## Provided data
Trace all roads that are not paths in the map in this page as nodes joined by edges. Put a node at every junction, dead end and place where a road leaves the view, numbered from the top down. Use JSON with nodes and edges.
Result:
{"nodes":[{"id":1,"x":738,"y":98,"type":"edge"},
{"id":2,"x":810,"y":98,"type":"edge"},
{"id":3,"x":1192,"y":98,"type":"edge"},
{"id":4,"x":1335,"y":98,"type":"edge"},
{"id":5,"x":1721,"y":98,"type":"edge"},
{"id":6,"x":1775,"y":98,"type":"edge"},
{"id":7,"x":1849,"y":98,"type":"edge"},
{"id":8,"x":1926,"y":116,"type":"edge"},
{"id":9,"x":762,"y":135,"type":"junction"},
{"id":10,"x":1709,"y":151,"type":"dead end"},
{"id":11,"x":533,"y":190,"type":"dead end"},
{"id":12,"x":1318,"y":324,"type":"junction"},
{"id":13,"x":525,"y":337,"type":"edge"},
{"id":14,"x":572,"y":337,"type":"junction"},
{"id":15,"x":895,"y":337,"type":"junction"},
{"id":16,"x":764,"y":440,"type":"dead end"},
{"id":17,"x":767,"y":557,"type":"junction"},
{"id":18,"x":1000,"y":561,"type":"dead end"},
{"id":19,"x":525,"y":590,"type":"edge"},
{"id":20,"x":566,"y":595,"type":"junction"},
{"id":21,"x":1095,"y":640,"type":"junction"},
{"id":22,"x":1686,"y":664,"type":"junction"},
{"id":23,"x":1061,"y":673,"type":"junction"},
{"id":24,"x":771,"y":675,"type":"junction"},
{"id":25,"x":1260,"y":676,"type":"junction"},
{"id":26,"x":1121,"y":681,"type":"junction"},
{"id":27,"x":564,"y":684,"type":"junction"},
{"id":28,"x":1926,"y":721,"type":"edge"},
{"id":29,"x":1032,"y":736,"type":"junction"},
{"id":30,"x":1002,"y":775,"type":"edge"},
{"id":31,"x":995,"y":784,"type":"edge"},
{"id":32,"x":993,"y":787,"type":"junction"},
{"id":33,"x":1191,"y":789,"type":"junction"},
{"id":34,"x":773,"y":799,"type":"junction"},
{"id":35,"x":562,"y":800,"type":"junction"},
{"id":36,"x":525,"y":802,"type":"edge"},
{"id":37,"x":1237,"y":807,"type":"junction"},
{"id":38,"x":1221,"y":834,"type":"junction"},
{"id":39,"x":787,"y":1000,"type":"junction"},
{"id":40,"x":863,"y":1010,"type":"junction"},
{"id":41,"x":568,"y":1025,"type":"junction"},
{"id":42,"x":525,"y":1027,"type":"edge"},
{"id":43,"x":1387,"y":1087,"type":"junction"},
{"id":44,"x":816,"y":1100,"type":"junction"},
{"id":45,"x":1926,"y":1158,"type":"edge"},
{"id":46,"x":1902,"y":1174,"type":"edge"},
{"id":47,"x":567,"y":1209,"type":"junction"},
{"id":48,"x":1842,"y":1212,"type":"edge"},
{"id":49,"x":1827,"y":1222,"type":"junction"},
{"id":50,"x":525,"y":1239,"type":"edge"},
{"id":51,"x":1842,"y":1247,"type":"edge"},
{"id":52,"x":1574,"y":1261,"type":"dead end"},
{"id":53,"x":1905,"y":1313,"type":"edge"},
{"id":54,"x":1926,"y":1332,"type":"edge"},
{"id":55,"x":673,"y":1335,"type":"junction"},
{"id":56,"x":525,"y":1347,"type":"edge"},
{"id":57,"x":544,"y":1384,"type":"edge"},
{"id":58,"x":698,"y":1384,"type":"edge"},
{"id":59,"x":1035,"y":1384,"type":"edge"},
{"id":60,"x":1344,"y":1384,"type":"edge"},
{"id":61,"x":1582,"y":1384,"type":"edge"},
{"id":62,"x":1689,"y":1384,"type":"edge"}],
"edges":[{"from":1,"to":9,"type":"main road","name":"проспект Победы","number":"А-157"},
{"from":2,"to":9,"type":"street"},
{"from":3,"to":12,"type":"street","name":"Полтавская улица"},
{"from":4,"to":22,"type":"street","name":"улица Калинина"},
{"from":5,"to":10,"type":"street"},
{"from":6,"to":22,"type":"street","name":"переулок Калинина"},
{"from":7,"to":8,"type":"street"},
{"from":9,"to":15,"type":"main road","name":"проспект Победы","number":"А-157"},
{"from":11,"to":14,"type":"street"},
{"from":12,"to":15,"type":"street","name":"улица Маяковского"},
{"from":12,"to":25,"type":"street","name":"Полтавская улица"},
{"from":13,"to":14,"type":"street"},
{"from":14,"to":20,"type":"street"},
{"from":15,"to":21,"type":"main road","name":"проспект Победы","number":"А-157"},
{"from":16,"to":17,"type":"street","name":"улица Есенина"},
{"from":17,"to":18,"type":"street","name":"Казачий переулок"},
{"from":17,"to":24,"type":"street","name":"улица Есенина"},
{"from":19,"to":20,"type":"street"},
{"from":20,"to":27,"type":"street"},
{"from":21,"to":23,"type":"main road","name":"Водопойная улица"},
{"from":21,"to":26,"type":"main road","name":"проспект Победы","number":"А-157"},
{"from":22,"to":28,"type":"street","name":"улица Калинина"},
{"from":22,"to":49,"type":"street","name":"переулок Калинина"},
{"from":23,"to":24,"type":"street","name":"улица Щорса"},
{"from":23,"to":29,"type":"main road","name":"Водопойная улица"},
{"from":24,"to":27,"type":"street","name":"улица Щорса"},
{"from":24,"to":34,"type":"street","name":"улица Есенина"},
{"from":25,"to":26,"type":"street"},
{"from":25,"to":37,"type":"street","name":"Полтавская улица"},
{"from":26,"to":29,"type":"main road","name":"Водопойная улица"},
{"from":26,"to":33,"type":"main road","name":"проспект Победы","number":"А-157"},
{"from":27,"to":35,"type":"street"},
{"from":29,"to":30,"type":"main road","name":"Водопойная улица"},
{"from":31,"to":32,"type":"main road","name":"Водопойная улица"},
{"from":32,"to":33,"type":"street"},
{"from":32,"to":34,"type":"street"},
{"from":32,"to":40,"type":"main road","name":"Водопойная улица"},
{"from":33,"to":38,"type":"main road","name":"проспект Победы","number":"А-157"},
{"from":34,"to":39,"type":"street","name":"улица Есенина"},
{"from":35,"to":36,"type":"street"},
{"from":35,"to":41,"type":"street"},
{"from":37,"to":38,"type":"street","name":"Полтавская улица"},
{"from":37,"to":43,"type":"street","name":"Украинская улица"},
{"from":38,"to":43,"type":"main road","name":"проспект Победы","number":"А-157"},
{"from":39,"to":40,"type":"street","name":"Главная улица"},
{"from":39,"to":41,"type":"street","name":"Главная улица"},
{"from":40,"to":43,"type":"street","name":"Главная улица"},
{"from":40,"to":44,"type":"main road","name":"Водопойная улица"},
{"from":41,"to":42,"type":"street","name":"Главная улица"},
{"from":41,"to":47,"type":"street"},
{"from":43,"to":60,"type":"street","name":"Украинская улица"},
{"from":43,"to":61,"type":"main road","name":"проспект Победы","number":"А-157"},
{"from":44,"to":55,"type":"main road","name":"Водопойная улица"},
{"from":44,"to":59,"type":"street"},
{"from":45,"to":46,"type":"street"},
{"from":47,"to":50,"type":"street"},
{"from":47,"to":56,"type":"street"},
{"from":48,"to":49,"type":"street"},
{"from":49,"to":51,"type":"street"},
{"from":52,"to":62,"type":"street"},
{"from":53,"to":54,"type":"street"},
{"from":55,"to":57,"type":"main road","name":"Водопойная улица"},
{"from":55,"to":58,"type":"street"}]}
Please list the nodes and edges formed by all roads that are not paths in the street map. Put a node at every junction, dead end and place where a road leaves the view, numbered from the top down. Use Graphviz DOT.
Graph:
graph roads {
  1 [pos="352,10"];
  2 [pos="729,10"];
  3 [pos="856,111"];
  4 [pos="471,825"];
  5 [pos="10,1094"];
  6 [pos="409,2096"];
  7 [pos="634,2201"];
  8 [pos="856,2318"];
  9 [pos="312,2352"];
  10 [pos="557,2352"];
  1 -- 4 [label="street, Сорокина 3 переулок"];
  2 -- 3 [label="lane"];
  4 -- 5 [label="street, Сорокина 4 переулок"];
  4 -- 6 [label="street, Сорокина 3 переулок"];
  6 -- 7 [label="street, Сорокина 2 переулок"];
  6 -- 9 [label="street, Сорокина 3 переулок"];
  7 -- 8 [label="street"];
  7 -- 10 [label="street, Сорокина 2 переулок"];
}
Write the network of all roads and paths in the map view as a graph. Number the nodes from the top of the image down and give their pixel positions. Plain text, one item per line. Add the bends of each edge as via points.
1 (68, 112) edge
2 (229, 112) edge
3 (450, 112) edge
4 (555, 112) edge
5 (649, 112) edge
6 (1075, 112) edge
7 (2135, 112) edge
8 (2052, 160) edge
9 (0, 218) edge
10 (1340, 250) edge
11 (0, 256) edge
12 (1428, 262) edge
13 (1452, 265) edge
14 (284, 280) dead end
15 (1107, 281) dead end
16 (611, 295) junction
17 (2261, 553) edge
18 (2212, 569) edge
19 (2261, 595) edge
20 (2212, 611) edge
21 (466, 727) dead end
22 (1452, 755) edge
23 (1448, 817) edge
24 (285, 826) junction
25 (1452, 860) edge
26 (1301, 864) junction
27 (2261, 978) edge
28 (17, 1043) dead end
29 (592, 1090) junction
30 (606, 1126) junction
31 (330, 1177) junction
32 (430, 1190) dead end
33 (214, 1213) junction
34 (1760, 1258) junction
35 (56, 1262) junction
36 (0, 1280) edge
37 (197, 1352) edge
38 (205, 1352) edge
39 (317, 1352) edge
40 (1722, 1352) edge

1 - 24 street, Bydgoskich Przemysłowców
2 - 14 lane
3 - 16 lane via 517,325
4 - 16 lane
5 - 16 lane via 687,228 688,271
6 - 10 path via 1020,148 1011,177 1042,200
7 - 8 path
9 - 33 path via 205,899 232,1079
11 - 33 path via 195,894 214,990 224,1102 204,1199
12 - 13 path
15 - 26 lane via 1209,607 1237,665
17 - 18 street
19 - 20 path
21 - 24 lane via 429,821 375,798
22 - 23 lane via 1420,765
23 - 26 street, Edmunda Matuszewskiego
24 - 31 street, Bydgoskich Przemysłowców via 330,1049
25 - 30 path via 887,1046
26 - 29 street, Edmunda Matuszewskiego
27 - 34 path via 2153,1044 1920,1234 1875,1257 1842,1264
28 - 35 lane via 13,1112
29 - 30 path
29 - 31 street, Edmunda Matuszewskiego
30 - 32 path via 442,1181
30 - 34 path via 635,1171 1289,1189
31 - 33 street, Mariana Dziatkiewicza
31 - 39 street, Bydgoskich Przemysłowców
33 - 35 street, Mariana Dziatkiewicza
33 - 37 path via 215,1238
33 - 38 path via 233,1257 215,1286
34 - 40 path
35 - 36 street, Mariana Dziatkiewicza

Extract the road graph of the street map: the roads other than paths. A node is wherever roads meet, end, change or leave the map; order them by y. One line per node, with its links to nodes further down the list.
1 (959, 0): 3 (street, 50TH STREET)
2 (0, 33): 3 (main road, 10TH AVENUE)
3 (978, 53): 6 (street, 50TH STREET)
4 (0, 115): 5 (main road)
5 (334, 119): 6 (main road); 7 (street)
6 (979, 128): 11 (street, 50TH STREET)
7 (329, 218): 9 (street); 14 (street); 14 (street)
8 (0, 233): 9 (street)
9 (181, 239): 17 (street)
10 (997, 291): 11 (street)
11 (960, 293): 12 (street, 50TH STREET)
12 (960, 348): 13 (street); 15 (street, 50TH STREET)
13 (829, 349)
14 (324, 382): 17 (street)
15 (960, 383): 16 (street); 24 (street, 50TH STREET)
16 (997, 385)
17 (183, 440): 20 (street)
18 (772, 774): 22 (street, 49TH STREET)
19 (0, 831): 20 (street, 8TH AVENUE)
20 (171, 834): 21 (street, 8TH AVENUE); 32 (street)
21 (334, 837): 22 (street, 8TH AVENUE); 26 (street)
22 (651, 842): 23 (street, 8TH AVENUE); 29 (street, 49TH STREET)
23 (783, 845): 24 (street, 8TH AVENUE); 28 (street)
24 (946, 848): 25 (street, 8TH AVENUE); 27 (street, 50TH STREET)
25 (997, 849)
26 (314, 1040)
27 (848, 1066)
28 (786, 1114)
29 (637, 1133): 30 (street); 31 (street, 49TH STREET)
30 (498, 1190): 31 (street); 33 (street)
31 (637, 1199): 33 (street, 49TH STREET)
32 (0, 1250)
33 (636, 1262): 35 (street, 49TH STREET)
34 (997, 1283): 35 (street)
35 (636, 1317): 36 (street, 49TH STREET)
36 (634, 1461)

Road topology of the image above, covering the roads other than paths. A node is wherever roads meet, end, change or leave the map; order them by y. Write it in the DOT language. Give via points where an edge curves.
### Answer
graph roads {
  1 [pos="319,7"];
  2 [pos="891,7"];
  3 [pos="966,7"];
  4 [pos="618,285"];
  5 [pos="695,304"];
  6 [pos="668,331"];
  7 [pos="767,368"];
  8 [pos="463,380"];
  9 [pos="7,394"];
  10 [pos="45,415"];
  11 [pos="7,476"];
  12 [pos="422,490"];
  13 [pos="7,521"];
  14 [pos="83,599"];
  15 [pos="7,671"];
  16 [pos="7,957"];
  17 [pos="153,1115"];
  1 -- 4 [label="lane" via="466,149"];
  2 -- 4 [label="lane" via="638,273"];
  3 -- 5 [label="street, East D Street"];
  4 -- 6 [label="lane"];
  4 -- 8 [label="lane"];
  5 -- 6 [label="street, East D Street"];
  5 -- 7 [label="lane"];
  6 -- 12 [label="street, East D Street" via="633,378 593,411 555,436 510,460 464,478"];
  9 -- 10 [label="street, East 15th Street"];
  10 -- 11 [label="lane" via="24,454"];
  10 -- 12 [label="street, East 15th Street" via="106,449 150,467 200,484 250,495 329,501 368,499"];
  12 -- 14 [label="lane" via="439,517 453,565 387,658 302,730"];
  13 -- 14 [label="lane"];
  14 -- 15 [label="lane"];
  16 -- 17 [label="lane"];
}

## Exercise description
For the string "order", filter the data and copy out each line where it occurs.

## Answer section
Extract the road graph of the street map: the roads other than paths. A node is wherever roads meet, end, change or leave the map; order them by y. One line per node, with its links to nodes further down the list.
Road topology of the image above, covering the roads other than paths. A node is wherever roads meet, end, change or leave the map; order them by y. Write it in the DOT language. Give via points where an edge curves.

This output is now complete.